> _Material for this task_
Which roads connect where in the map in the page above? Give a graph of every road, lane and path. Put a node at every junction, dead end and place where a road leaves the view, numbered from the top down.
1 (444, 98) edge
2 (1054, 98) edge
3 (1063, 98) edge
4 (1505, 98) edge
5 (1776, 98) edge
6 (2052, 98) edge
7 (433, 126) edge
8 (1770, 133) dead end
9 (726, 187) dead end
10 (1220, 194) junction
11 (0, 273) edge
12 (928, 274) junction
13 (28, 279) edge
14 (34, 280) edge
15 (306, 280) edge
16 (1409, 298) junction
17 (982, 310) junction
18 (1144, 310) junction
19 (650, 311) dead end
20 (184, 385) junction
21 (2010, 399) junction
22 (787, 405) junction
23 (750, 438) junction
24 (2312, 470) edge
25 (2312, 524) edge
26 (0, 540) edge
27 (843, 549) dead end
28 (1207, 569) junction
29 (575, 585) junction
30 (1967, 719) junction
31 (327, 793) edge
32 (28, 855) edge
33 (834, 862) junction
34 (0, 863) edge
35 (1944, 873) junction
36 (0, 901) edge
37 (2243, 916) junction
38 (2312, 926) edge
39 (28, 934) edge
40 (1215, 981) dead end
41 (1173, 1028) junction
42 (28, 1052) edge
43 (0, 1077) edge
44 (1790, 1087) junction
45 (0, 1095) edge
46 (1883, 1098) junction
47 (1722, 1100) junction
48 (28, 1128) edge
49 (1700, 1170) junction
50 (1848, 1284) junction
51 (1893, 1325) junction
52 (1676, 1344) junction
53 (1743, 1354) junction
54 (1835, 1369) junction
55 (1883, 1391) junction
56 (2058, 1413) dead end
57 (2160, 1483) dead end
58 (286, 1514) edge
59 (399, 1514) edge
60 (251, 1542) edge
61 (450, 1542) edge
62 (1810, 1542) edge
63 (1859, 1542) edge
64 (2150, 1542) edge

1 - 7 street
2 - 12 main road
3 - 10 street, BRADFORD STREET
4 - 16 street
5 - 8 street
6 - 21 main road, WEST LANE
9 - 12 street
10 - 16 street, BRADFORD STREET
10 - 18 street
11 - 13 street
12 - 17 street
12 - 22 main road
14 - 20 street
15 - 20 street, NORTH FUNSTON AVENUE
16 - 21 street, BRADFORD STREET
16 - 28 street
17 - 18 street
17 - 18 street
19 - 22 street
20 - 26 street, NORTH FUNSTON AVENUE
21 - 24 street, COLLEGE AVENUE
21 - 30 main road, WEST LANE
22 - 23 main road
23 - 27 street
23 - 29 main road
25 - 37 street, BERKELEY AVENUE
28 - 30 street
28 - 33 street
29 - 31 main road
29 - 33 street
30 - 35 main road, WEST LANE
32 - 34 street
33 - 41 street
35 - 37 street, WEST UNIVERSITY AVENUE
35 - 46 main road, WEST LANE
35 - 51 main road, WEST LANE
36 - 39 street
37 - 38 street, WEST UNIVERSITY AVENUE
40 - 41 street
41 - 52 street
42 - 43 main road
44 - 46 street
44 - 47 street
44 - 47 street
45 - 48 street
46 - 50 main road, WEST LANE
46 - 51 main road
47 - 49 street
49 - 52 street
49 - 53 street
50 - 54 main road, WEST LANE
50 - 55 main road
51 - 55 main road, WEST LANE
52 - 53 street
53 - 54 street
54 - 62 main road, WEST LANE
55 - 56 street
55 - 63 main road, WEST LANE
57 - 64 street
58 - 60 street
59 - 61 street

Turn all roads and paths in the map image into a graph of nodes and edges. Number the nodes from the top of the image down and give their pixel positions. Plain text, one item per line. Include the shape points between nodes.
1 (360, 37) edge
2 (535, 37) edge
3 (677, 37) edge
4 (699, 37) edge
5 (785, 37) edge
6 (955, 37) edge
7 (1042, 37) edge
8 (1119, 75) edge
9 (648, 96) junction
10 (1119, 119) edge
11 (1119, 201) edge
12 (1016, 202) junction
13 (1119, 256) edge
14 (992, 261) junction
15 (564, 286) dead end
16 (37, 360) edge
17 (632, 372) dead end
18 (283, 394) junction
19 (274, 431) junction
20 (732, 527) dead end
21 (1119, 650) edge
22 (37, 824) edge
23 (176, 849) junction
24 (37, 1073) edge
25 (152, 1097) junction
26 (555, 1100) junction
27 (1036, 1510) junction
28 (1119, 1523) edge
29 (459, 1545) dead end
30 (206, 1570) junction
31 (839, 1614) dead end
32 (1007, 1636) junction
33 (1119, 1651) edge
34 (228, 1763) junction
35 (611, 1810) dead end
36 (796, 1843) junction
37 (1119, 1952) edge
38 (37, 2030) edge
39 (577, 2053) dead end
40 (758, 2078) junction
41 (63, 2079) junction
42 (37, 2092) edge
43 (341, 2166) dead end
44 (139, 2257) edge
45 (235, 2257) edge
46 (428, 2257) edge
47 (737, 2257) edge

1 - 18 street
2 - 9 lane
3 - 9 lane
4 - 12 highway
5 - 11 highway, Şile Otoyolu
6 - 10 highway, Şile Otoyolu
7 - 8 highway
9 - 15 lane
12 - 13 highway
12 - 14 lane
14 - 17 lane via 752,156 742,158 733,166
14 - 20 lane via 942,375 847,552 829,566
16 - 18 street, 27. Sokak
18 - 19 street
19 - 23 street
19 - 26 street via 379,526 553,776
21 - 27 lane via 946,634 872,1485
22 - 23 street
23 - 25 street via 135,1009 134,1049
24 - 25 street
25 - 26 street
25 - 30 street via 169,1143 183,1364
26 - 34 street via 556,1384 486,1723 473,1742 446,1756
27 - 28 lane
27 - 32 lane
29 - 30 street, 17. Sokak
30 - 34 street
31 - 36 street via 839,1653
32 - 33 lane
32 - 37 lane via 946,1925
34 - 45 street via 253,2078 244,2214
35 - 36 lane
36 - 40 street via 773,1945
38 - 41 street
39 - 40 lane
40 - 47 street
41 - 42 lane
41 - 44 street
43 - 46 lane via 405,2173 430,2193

> _Your task_
Please repeat the material exactly as it appears above.

> _Exercise answer_
Which roads connect where in the map in the page above? Give a graph of every road, lane and path. Put a node at every junction, dead end and place where a road leaves the view, numbered from the top down.
1 (444, 98) edge
2 (1054, 98) edge
3 (1063, 98) edge
4 (1505, 98) edge
5 (1776, 98) edge
6 (2052, 98) edge
7 (433, 126) edge
8 (1770, 133) dead end
9 (726, 187) dead end
10 (1220, 194) junction
11 (0, 273) edge
12 (928, 274) junction
13 (28, 279) edge
14 (34, 280) edge
15 (306, 280) edge
16 (1409, 298) junction
17 (982, 310) junction
18 (1144, 310) junction
19 (650, 311) dead end
20 (184, 385) junction
21 (2010, 399) junction
22 (787, 405) junction
23 (750, 438) junction
24 (2312, 470) edge
25 (2312, 524) edge
26 (0, 540) edge
27 (843, 549) dead end
28 (1207, 569) junction
29 (575, 585) junction
30 (1967, 719) junction
31 (327, 793) edge
32 (28, 855) edge
33 (834, 862) junction
34 (0, 863) edge
35 (1944, 873) junction
36 (0, 901) edge
37 (2243, 916) junction
38 (2312, 926) edge
39 (28, 934) edge
40 (1215, 981) dead end
41 (1173, 1028) junction
42 (28, 1052) edge
43 (0, 1077) edge
44 (1790, 1087) junction
45 (0, 1095) edge
46 (1883, 1098) junction
47 (1722, 1100) junction
48 (28, 1128) edge
49 (1700, 1170) junction
50 (1848, 1284) junction
51 (1893, 1325) junction
52 (1676, 1344) junction
53 (1743, 1354) junction
54 (1835, 1369) junction
55 (1883, 1391) junction
56 (2058, 1413) dead end
57 (2160, 1483) dead end
58 (286, 1514) edge
59 (399, 1514) edge
60 (251, 1542) edge
61 (450, 1542) edge
62 (1810, 1542) edge
63 (1859, 1542) edge
64 (2150, 1542) edge

1 - 7 street
2 - 12 main road
3 - 10 street, BRADFORD STREET
4 - 16 street
5 - 8 street
6 - 21 main road, WEST LANE
9 - 12 street
10 - 16 street, BRADFORD STREET
10 - 18 street
11 - 13 street
12 - 17 street
12 - 22 main road
14 - 20 street
15 - 20 street, NORTH FUNSTON AVENUE
16 - 21 street, BRADFORD STREET
16 - 28 street
17 - 18 street
17 - 18 street
19 - 22 street
20 - 26 street, NORTH FUNSTON AVENUE
21 - 24 street, COLLEGE AVENUE
21 - 30 main road, WEST LANE
22 - 23 main road
23 - 27 street
23 - 29 main road
25 - 37 street, BERKELEY AVENUE
28 - 30 street
28 - 33 street
29 - 31 main road
29 - 33 street
30 - 35 main road, WEST LANE
32 - 34 street
33 - 41 street
35 - 37 street, WEST UNIVERSITY AVENUE
35 - 46 main road, WEST LANE
35 - 51 main road, WEST LANE
36 - 39 street
37 - 38 street, WEST UNIVERSITY AVENUE
40 - 41 street
41 - 52 street
42 - 43 main road
44 - 46 street
44 - 47 street
44 - 47 street
45 - 48 street
46 - 50 main road, WEST LANE
46 - 51 main road
47 - 49 street
49 - 52 street
49 - 53 street
50 - 54 main road, WEST LANE
50 - 55 main road
51 - 55 main road, WEST LANE
52 - 53 street
53 - 54 street
54 - 62 main road, WEST LANE
55 - 56 street
55 - 63 main road, WEST LANE
57 - 64 street
58 - 60 street
59 - 61 street

Turn all roads and paths in the map image into a graph of nodes and edges. Number the nodes from the top of the image down and give their pixel positions. Plain text, one item per line. Include the shape points between nodes.
1 (360, 37) edge
2 (535, 37) edge
3 (677, 37) edge
4 (699, 37) edge
5 (785, 37) edge
6 (955, 37) edge
7 (1042, 37) edge
8 (1119, 75) edge
9 (648, 96) junction
10 (1119, 119) edge
11 (1119, 201) edge
12 (1016, 202) junction
13 (1119, 256) edge
14 (992, 261) junction
15 (564, 286) dead end
16 (37, 360) edge
17 (632, 372) dead end
18 (283, 394) junction
19 (274, 431) junction
20 (732, 527) dead end
21 (1119, 650) edge
22 (37, 824) edge
23 (176, 849) junction
24 (37, 1073) edge
25 (152, 1097) junction
26 (555, 1100) junction
27 (1036, 1510) junction
28 (1119, 1523) edge
29 (459, 1545) dead end
30 (206, 1570) junction
31 (839, 1614) dead end
32 (1007, 1636) junction
33 (1119, 1651) edge
34 (228, 1763) junction
35 (611, 1810) dead end
36 (796, 1843) junction
37 (1119, 1952) edge
38 (37, 2030) edge
39 (577, 2053) dead end
40 (758, 2078) junction
41 (63, 2079) junction
42 (37, 2092) edge
43 (341, 2166) dead end
44 (139, 2257) edge
45 (235, 2257) edge
46 (428, 2257) edge
47 (737, 2257) edge

1 - 18 street
2 - 9 lane
3 - 9 lane
4 - 12 highway
5 - 11 highway, Şile Otoyolu
6 - 10 highway, Şile Otoyolu
7 - 8 highway
9 - 15 lane
12 - 13 highway
12 - 14 lane
14 - 17 lane via 752,156 742,158 733,166
14 - 20 lane via 942,375 847,552 829,566
16 - 18 street, 27. Sokak
18 - 19 street
19 - 23 street
19 - 26 street via 379,526 553,776
21 - 27 lane via 946,634 872,1485
22 - 23 street
23 - 25 street via 135,1009 134,1049
24 - 25 street
25 - 26 street
25 - 30 street via 169,1143 183,1364
26 - 34 street via 556,1384 486,1723 473,1742 446,1756
27 - 28 lane
27 - 32 lane
29 - 30 street, 17. Sokak
30 - 34 street
31 - 36 street via 839,1653
32 - 33 lane
32 - 37 lane via 946,1925
34 - 45 street via 253,2078 244,2214
35 - 36 lane
36 - 40 street via 773,1945
38 - 41 street
39 - 40 lane
40 - 47 street
41 - 42 lane
41 - 44 street
43 - 46 lane via 405,2173 430,2193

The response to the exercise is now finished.